- [Task directions]: In the entries below, count the lines that hold the string "Mallard" and state only that count.

(Data items)
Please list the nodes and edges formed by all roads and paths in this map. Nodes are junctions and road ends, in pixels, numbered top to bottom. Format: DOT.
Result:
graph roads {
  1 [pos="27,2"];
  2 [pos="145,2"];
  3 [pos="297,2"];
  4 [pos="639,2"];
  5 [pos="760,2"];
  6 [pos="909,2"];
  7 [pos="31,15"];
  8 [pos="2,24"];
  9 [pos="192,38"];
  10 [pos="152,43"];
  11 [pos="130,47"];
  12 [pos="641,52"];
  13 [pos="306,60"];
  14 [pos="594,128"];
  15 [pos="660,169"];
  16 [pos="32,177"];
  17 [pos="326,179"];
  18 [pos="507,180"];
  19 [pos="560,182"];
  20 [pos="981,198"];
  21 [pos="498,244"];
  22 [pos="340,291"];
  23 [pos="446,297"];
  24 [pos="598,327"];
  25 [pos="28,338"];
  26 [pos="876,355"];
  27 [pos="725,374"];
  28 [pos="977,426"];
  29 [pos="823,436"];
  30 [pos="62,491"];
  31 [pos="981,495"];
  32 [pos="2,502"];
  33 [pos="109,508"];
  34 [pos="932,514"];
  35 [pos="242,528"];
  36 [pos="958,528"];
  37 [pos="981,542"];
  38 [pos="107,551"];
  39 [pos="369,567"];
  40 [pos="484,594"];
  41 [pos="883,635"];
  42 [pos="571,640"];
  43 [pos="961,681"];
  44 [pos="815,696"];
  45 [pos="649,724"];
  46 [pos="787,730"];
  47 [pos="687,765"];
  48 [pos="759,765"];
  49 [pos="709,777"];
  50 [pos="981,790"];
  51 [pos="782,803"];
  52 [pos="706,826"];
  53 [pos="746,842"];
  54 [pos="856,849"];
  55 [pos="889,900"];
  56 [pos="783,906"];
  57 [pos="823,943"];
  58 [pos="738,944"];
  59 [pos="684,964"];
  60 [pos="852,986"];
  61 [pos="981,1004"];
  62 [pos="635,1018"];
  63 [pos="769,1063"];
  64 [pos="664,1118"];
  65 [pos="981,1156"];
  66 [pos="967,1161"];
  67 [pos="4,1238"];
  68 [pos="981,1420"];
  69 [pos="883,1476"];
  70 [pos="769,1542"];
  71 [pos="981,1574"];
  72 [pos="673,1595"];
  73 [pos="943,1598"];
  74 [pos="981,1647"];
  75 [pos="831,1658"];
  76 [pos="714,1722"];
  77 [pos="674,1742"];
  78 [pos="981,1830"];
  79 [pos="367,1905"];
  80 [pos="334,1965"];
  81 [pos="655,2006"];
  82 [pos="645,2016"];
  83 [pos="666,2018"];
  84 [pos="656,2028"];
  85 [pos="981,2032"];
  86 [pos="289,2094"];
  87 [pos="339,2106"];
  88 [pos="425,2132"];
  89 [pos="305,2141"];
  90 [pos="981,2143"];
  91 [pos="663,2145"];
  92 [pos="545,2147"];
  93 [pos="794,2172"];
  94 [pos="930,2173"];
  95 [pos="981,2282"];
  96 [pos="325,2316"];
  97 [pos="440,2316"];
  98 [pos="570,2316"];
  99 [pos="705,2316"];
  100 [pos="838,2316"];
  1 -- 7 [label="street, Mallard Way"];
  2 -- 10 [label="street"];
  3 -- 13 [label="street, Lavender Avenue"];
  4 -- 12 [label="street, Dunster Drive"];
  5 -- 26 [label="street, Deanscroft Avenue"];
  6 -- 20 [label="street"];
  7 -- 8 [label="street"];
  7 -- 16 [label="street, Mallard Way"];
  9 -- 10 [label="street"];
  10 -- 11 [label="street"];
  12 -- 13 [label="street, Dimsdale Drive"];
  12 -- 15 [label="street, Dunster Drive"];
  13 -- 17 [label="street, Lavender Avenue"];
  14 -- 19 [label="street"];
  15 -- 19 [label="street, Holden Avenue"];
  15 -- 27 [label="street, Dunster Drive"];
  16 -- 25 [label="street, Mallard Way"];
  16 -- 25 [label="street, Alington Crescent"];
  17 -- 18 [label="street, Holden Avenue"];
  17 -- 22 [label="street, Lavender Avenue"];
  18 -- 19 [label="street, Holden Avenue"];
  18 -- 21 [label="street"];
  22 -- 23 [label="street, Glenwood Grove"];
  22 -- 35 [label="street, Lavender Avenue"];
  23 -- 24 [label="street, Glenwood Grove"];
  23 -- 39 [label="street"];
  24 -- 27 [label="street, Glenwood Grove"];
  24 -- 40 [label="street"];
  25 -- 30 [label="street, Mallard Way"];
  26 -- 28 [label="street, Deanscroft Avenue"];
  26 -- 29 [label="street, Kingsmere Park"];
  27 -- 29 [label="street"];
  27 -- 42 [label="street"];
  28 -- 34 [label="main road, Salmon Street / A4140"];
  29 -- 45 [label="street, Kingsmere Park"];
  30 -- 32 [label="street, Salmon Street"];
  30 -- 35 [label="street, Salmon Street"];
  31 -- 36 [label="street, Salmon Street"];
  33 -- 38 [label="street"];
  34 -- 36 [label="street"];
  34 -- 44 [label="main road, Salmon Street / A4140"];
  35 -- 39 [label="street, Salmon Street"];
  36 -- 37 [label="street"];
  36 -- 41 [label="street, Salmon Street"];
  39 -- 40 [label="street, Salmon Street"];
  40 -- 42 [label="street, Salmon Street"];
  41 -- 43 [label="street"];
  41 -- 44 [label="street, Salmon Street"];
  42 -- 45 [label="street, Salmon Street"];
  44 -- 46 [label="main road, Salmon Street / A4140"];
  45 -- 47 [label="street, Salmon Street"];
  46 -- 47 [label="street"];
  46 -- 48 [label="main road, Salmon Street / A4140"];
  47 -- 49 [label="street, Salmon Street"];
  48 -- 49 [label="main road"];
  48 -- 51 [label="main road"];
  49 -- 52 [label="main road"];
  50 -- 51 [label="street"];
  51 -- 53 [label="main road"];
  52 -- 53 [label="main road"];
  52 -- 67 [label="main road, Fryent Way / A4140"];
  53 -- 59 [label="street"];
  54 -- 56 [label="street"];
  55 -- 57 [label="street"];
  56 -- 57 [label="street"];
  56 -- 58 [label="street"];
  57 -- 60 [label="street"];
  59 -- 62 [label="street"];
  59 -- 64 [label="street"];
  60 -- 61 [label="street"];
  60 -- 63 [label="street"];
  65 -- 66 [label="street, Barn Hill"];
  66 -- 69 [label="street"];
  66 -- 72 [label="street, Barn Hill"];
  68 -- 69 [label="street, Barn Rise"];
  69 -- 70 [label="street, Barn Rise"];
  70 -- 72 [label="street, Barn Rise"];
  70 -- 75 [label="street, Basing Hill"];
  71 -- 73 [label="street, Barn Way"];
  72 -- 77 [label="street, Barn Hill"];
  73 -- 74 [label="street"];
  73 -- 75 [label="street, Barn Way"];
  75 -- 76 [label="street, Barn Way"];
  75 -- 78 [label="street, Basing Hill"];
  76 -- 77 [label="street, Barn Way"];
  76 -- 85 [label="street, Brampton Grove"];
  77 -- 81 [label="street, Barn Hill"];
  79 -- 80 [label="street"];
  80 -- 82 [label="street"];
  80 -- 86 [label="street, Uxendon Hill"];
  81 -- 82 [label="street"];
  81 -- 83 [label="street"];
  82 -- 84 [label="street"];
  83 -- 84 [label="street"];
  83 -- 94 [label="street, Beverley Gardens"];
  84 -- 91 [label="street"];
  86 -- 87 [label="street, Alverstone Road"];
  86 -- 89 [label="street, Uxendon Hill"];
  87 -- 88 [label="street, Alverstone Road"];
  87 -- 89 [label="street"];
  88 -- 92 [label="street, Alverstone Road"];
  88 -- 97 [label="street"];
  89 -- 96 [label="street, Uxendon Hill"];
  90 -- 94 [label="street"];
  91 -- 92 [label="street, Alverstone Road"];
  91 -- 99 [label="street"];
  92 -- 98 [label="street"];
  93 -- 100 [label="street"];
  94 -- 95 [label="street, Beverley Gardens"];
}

- [Your response]: 4